▸ **WORK INSTRUCTION**: Could you copy every line in the listing below that has the word "Brylantowa"?

▸ **RAW DATA**:

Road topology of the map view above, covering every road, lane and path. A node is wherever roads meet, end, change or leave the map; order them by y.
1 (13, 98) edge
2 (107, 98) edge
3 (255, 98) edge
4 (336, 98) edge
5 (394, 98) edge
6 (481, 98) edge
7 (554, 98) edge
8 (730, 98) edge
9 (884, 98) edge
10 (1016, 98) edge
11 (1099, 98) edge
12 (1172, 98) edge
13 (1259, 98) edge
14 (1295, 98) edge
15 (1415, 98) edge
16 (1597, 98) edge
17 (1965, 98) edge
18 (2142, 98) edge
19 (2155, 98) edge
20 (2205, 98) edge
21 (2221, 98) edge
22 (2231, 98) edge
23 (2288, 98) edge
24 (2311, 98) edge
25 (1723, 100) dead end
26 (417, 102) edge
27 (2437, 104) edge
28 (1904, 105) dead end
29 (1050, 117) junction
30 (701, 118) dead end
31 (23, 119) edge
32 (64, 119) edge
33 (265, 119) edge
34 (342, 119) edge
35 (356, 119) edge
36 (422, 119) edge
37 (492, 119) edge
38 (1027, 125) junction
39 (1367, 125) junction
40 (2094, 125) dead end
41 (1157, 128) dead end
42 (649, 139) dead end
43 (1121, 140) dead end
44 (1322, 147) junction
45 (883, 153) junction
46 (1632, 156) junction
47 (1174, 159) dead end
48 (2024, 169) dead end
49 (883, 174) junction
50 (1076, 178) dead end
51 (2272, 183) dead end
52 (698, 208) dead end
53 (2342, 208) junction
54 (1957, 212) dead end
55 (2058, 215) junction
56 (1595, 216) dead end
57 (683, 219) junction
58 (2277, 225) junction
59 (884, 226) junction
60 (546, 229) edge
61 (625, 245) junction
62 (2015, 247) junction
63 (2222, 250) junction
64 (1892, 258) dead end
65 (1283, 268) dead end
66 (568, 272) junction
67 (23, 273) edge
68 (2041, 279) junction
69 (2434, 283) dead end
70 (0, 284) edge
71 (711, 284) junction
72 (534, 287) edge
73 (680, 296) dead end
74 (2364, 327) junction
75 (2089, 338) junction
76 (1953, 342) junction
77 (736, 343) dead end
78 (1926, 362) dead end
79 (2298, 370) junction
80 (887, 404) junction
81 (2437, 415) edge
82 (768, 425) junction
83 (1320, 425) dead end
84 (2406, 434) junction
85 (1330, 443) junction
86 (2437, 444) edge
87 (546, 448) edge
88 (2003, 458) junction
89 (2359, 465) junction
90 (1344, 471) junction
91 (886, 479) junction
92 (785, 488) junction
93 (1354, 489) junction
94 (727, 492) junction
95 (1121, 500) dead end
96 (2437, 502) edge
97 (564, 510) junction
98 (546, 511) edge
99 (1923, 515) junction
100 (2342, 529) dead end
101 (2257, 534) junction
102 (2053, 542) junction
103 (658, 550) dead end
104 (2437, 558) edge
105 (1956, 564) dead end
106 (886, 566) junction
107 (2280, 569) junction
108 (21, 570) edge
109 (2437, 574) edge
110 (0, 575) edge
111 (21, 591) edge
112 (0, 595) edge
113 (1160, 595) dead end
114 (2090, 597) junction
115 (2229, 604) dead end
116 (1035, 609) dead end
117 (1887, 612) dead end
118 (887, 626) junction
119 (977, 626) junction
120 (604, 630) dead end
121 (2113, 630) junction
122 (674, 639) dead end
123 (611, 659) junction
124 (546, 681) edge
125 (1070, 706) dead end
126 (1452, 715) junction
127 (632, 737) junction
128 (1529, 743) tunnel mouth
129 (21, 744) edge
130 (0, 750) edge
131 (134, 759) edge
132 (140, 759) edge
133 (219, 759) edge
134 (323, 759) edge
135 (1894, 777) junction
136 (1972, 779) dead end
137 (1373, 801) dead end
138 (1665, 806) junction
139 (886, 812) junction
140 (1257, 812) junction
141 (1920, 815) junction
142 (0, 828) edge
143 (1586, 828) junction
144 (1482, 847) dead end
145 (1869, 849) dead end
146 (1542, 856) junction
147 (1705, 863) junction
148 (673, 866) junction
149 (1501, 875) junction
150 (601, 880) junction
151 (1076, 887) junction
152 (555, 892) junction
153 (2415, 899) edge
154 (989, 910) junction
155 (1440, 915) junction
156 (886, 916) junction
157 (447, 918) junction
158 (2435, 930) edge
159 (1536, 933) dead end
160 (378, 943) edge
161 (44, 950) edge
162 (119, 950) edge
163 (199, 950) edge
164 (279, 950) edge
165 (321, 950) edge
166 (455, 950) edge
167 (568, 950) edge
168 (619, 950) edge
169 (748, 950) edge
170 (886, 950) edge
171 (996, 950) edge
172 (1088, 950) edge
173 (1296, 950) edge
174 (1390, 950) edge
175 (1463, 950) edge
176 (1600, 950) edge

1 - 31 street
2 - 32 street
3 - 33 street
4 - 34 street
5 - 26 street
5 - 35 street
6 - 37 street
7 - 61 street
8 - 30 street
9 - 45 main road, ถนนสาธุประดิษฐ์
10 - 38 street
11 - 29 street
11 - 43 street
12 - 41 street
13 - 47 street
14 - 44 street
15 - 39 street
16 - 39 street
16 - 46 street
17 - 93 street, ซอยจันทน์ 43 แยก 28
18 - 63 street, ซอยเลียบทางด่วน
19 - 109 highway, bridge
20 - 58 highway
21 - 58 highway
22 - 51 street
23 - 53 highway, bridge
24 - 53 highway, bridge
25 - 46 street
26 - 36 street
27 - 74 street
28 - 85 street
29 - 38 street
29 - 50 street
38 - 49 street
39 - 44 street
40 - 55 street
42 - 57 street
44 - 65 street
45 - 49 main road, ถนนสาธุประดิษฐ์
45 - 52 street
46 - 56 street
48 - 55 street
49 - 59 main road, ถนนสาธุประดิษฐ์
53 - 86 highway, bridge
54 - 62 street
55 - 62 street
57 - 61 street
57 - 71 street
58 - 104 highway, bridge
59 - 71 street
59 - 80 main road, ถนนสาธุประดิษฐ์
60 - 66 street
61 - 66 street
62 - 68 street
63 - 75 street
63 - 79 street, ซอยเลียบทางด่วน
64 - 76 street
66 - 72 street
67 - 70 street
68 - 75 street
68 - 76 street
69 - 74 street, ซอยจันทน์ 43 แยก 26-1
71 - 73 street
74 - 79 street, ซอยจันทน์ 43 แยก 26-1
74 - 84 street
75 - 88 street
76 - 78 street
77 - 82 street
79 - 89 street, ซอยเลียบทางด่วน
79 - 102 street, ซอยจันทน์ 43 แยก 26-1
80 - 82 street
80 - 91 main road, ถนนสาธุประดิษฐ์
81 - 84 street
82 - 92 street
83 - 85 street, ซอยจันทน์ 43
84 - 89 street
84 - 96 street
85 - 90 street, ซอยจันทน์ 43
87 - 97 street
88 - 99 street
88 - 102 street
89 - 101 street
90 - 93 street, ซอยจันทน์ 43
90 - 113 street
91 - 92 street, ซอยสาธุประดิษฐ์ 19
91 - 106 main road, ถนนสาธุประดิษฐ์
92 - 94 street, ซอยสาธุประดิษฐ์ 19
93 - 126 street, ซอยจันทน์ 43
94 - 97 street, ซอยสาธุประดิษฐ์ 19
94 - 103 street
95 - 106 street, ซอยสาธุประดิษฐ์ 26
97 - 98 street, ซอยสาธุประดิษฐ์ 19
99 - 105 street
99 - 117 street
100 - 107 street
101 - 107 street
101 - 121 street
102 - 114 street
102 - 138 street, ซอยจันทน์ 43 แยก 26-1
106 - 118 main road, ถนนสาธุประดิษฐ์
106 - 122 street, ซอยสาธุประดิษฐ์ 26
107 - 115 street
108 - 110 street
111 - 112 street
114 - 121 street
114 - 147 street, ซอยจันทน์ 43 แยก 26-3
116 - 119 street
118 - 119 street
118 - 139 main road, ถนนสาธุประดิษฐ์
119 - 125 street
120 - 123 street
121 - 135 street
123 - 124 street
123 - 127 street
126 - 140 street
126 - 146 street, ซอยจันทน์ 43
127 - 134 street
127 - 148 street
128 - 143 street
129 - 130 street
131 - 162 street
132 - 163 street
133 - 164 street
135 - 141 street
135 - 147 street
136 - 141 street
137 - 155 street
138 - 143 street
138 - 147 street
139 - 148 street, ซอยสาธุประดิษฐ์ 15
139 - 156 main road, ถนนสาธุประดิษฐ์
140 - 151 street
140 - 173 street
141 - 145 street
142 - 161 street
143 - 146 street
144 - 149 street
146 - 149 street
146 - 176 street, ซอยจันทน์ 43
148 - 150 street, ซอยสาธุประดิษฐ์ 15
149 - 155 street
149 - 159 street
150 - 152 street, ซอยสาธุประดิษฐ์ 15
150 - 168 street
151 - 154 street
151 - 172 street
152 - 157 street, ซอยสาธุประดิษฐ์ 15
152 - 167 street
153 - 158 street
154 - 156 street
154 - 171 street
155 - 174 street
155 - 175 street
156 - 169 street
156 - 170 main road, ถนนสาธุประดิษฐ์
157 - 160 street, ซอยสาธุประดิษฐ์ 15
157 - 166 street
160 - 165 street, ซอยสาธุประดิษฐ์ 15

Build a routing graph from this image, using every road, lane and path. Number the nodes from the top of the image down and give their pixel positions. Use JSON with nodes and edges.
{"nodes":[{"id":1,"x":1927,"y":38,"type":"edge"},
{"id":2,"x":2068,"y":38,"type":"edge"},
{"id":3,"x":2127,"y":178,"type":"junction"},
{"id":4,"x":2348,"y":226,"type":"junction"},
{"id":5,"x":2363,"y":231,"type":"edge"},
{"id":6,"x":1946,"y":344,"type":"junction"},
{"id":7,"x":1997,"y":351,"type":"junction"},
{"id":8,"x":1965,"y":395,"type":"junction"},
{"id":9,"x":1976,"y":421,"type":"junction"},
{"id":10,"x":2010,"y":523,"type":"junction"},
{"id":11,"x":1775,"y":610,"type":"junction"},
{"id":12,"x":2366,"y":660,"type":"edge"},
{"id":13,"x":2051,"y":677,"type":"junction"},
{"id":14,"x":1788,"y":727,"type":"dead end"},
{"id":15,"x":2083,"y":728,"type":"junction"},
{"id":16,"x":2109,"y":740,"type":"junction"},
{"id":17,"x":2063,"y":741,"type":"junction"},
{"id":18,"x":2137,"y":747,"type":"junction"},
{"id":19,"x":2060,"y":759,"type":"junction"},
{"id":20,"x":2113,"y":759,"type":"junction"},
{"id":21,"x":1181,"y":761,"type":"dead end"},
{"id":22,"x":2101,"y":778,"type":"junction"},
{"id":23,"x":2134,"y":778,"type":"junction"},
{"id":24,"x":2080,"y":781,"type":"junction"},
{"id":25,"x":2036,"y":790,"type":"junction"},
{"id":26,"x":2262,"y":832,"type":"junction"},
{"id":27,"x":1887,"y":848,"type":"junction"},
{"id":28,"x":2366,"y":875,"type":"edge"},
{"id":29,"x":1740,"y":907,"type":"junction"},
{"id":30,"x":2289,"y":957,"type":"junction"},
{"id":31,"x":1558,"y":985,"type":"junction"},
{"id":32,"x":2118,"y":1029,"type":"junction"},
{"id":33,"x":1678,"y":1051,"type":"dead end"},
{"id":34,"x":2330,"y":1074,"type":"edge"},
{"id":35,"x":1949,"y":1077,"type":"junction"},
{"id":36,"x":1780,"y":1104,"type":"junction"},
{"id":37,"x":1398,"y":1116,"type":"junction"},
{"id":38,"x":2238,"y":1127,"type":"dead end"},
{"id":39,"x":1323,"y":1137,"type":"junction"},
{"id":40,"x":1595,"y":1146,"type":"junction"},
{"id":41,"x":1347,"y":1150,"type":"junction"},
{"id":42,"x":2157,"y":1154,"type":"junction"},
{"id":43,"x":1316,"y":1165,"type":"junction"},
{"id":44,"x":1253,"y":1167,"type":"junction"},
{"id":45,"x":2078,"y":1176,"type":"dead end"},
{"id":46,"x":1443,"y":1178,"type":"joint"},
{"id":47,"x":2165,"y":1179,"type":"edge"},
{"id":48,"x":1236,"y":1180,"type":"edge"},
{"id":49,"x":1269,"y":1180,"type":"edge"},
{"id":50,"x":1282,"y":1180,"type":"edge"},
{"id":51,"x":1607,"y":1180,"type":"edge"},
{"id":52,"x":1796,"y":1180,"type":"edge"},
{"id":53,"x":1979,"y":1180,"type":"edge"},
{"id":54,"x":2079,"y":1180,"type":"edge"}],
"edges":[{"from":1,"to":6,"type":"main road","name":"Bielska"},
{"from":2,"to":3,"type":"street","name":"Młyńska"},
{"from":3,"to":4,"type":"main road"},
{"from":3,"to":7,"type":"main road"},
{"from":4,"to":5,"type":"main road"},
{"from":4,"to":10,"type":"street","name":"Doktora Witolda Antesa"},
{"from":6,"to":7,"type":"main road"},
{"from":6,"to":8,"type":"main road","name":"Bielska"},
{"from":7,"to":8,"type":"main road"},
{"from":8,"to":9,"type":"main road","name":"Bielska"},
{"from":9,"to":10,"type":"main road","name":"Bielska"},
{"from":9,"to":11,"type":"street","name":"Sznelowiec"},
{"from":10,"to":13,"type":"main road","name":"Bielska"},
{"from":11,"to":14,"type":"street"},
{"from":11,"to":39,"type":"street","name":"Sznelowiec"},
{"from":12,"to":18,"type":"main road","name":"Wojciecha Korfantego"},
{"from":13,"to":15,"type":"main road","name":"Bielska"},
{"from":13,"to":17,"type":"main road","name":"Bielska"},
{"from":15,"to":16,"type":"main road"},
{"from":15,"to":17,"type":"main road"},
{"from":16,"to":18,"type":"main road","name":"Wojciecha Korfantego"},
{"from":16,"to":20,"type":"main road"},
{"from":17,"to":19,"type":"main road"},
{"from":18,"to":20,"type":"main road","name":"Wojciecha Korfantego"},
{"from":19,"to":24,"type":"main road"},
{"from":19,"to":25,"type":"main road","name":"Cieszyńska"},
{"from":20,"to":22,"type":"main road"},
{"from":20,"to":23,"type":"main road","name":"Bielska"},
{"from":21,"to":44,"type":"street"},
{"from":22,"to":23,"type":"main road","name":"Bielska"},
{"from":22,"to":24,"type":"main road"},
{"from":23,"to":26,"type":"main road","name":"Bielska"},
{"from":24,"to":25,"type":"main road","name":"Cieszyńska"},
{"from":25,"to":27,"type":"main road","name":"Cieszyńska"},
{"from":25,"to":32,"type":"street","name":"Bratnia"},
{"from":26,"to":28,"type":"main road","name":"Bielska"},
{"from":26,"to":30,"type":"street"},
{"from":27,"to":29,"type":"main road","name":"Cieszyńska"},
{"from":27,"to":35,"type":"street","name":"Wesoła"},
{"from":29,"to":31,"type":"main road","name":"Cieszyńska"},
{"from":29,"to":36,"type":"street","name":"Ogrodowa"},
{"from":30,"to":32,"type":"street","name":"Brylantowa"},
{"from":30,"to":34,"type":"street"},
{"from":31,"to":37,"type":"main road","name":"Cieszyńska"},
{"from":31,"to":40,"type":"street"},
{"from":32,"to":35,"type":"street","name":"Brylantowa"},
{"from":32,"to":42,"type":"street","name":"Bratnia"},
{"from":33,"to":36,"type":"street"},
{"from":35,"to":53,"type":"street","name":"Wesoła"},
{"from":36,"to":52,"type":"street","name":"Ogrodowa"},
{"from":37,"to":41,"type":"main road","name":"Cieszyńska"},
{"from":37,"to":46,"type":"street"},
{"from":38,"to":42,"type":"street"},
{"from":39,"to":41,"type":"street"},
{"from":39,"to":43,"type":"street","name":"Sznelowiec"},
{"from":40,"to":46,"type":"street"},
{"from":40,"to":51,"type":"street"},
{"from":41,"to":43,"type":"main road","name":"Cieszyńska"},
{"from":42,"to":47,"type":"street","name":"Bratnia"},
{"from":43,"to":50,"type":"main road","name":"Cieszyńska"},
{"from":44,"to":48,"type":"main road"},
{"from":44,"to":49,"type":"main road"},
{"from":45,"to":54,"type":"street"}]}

▸ **TASK SOLUTION**:
{"from":30,"to":32,"type":"street","name":"Brylantowa"},
{"from":32,"to":35,"type":"street","name":"Brylantowa"},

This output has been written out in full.